** Data for analysis follows **
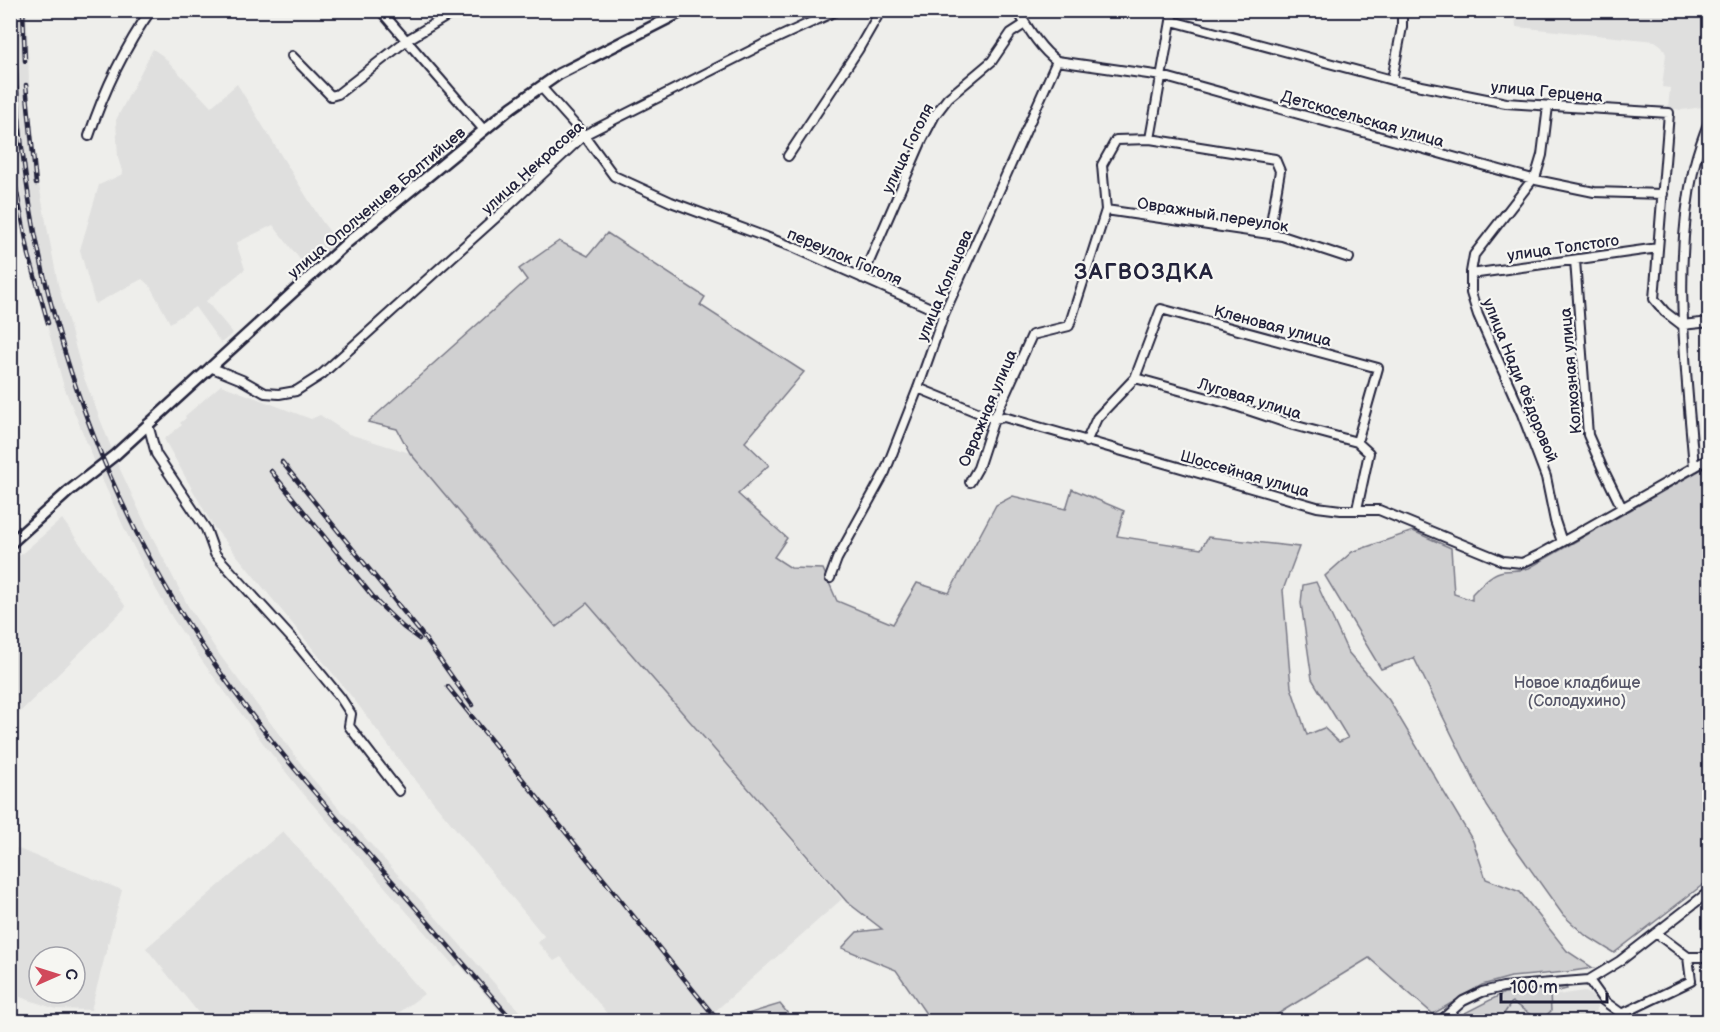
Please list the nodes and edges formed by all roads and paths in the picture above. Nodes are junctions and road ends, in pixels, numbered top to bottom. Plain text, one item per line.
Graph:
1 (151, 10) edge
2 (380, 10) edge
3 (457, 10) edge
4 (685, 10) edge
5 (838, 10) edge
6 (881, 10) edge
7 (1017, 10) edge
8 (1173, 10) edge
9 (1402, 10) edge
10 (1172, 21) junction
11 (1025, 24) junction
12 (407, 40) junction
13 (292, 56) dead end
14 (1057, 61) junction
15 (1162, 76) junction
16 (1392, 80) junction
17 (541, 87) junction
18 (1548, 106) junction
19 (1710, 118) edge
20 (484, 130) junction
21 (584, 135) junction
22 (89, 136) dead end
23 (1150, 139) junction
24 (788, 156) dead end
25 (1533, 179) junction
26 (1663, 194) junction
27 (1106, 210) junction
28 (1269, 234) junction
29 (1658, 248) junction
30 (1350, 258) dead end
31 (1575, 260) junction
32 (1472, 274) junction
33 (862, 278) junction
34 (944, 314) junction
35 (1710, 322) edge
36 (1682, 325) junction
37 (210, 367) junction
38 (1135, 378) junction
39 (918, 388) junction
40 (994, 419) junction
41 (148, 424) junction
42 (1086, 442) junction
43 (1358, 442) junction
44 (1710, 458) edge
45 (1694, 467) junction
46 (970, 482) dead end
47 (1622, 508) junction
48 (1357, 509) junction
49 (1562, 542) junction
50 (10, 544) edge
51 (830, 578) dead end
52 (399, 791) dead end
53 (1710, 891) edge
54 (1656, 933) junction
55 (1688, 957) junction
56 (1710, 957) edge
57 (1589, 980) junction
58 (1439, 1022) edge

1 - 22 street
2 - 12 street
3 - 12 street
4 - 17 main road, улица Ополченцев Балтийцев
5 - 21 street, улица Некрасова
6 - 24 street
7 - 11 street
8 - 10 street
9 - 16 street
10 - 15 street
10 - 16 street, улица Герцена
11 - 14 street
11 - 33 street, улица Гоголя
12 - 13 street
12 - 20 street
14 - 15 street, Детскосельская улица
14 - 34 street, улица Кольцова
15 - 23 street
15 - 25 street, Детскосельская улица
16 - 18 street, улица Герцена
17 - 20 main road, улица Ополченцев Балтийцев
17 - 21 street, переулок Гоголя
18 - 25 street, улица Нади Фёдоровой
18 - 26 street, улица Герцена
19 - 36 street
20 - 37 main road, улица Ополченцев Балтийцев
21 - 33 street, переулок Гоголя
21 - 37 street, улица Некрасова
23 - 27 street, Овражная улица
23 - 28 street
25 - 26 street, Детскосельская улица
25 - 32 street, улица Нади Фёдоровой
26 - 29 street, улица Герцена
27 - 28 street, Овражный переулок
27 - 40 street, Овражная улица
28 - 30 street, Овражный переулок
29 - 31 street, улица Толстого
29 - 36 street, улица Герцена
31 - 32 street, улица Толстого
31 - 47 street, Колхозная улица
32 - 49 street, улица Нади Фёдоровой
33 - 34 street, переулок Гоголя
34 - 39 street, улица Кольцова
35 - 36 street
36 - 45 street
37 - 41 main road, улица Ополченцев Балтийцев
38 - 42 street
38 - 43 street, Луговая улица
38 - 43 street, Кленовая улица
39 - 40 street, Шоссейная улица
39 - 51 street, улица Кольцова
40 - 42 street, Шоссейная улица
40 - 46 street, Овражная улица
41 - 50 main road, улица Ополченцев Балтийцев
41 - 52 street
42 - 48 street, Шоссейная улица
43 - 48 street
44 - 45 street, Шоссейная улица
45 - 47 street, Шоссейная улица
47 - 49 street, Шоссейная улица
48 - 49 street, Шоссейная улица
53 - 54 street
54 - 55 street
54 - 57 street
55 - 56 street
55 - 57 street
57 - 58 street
** End of Data for analysis **
** Data for analysis follows **
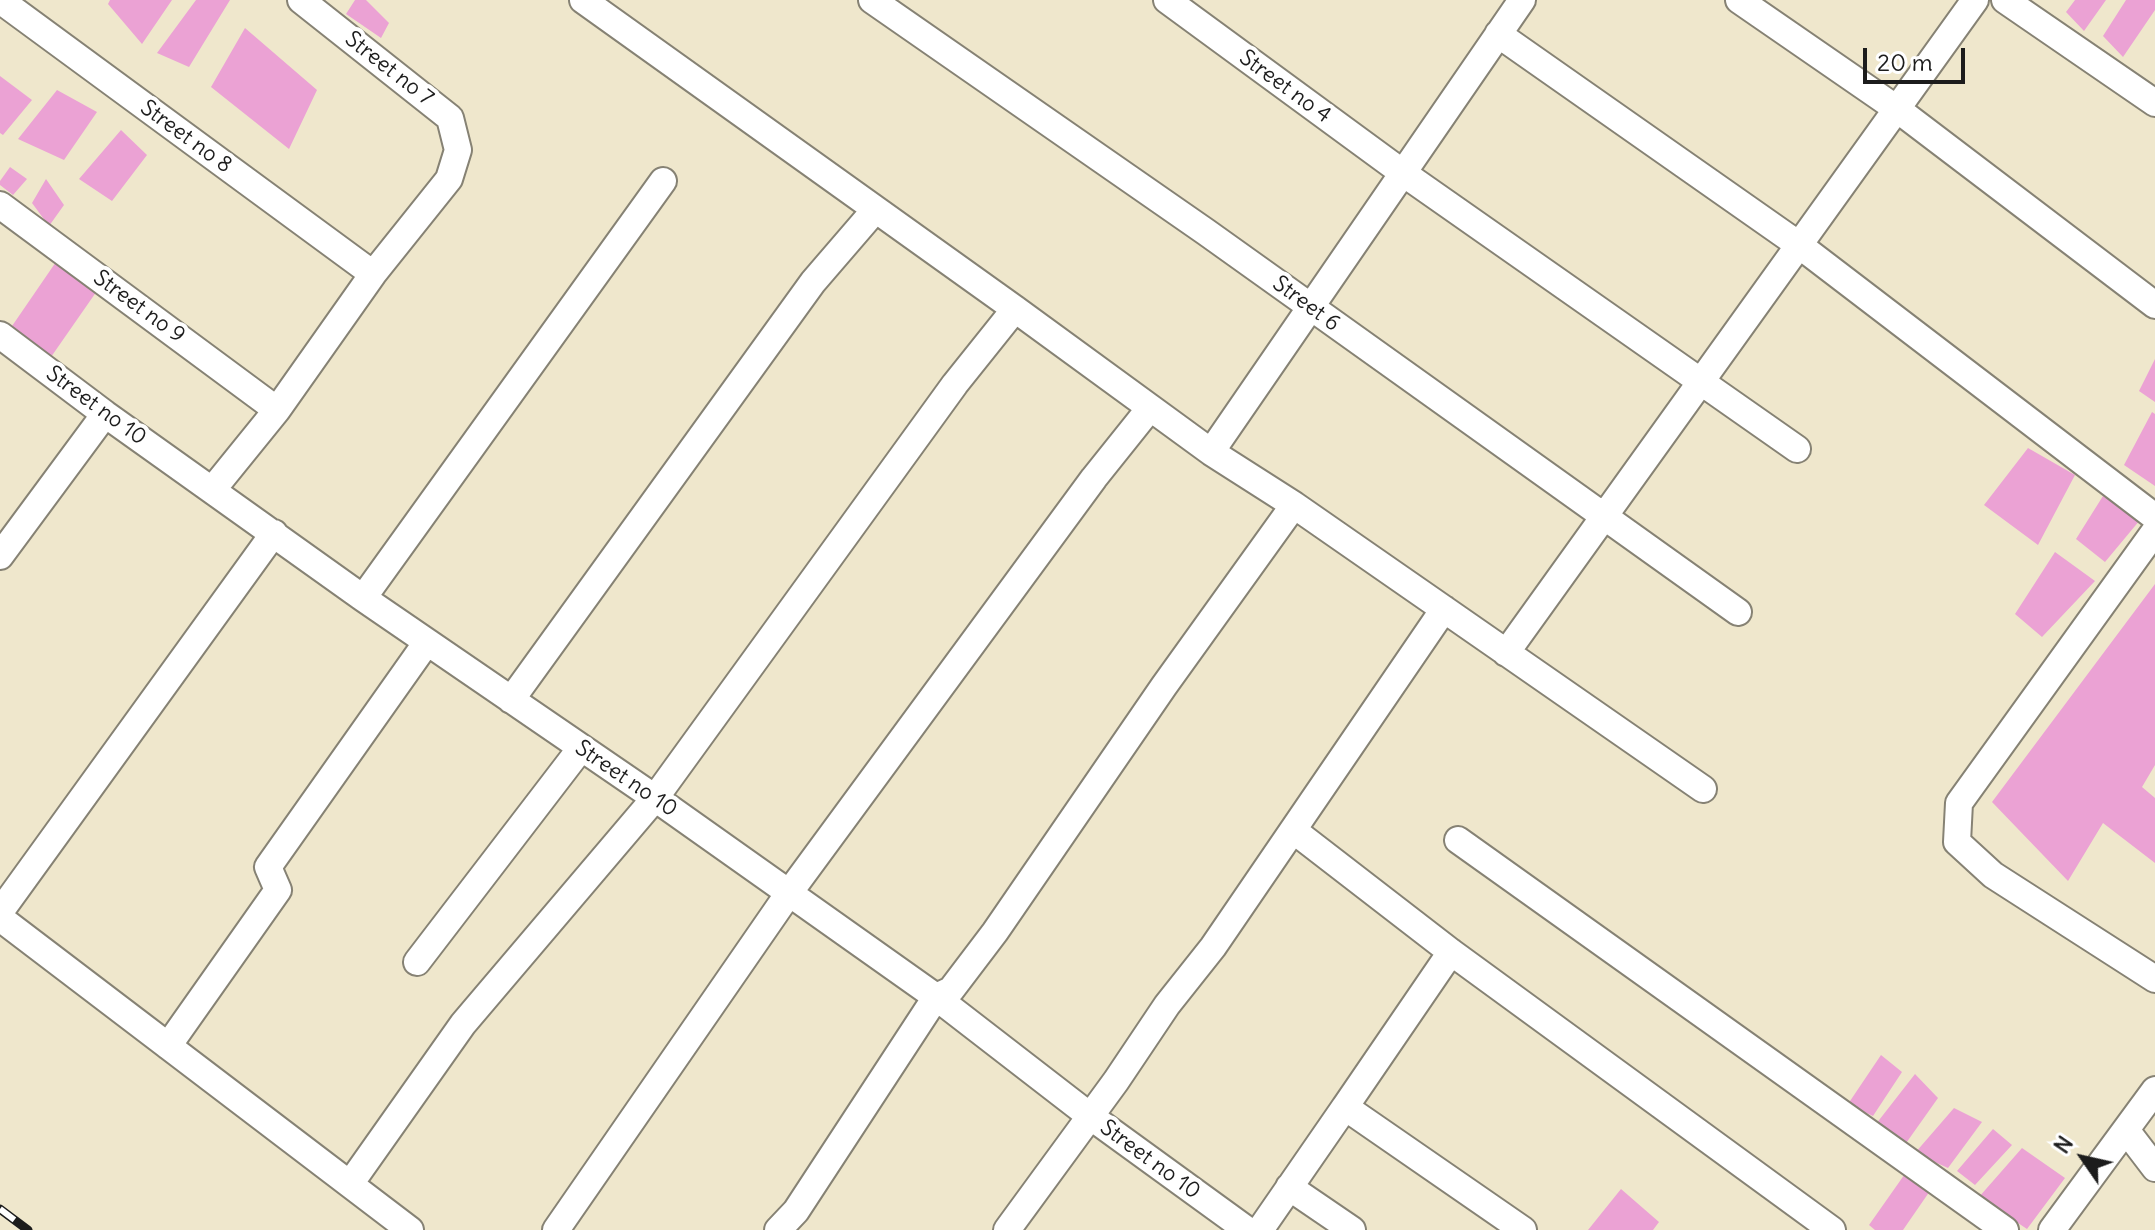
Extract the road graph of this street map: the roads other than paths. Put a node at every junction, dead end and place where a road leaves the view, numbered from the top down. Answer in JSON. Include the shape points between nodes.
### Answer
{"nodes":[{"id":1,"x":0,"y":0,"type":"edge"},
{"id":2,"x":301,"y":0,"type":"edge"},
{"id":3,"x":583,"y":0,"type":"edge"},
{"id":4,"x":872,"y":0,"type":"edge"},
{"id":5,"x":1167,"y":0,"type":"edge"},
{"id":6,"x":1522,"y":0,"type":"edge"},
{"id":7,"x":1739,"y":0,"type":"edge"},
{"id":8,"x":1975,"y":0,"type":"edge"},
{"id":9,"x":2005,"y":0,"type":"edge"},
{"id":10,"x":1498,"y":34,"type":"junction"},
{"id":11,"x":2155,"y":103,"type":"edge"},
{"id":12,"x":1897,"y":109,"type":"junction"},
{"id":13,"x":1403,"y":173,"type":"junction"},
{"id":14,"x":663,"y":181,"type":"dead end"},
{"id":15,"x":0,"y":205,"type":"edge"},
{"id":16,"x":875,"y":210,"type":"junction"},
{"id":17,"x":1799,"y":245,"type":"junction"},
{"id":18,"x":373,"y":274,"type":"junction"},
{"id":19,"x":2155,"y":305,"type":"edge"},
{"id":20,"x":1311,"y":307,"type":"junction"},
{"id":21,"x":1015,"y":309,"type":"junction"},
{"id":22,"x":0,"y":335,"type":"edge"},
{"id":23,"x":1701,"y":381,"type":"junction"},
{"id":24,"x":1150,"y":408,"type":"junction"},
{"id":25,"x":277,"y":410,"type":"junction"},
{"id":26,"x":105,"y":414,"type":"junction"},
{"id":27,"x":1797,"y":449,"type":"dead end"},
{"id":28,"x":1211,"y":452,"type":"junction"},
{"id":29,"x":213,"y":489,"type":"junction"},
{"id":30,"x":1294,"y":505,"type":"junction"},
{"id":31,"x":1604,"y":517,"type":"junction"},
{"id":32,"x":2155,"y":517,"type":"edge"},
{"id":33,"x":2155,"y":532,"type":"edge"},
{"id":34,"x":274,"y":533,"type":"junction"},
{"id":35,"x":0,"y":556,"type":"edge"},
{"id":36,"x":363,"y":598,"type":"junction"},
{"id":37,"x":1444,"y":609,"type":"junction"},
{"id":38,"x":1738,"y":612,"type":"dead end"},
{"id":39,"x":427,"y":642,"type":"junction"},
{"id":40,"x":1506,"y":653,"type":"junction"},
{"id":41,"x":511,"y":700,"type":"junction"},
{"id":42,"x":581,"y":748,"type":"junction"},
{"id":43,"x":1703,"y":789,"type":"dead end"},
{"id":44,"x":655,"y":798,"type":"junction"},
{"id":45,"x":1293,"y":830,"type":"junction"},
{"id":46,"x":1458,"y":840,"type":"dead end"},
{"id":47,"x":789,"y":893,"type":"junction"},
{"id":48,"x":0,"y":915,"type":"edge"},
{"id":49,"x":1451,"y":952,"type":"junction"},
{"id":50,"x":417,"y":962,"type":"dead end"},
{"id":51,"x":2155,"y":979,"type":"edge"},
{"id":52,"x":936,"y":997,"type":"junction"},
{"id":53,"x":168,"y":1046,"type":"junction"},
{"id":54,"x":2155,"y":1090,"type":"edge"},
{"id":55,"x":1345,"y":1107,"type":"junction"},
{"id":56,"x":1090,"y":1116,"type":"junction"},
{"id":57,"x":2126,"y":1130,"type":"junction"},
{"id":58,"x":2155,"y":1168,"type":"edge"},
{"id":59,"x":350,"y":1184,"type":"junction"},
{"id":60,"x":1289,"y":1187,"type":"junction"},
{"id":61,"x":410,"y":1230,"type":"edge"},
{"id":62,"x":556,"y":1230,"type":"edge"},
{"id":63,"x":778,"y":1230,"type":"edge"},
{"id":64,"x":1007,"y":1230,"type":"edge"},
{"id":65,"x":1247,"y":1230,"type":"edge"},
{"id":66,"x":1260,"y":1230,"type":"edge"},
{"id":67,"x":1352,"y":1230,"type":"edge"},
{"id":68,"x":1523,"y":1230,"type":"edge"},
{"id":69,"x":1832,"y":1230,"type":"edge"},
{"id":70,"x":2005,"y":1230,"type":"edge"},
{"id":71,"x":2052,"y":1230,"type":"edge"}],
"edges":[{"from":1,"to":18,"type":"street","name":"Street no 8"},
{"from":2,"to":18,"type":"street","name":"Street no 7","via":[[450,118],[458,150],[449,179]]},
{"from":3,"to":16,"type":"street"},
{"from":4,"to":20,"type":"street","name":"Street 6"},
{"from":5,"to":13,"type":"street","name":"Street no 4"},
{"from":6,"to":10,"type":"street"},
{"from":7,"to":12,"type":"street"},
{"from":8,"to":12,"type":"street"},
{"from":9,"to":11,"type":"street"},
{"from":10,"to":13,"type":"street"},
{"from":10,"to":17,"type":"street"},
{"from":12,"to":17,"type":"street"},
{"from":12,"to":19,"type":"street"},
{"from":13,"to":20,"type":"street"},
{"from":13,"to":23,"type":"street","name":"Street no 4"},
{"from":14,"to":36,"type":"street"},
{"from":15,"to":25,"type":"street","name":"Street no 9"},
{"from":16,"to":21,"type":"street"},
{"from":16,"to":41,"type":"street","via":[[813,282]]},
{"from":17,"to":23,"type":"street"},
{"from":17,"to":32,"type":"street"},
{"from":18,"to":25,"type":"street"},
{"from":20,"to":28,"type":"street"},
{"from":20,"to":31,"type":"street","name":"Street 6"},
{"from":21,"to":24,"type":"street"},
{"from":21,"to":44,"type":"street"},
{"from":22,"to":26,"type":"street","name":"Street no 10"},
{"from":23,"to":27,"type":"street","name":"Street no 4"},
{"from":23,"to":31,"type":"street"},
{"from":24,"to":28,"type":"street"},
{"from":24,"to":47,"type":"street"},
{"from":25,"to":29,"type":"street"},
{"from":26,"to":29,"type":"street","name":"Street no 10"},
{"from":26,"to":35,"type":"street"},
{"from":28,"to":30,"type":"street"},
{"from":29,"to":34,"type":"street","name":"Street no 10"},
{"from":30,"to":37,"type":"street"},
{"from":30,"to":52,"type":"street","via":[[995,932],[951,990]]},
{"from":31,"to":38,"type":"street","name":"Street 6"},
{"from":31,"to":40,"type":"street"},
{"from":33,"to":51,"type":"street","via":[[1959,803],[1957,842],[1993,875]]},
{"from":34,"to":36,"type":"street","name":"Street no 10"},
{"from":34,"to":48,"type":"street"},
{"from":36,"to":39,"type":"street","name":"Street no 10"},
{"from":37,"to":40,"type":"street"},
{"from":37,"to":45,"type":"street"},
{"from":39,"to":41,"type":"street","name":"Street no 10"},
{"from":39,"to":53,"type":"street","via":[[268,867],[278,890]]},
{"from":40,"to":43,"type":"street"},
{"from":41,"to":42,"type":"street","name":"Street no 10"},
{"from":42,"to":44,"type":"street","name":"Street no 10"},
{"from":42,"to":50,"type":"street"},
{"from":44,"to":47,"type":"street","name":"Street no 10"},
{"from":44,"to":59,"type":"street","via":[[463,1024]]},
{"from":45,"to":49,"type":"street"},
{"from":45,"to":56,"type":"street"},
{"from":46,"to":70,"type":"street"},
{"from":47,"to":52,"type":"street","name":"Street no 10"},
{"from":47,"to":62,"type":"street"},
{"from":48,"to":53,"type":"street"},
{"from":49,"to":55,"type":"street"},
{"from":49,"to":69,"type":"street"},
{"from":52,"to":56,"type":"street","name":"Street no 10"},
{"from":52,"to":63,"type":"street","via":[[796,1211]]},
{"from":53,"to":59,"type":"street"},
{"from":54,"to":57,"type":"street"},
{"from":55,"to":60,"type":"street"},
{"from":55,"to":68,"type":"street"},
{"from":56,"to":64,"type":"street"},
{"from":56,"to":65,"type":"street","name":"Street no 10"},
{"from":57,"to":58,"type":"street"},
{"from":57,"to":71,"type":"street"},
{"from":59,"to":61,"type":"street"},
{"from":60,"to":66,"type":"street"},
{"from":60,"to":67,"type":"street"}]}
** End of Data for analysis **
Return, from the entries, each line that holds "Фёдоровой".

18 - 25 street, улица Нади Фёдоровой
25 - 32 street, улица Нади Фёдоровой
32 - 49 street, улица Нади Фёдоровой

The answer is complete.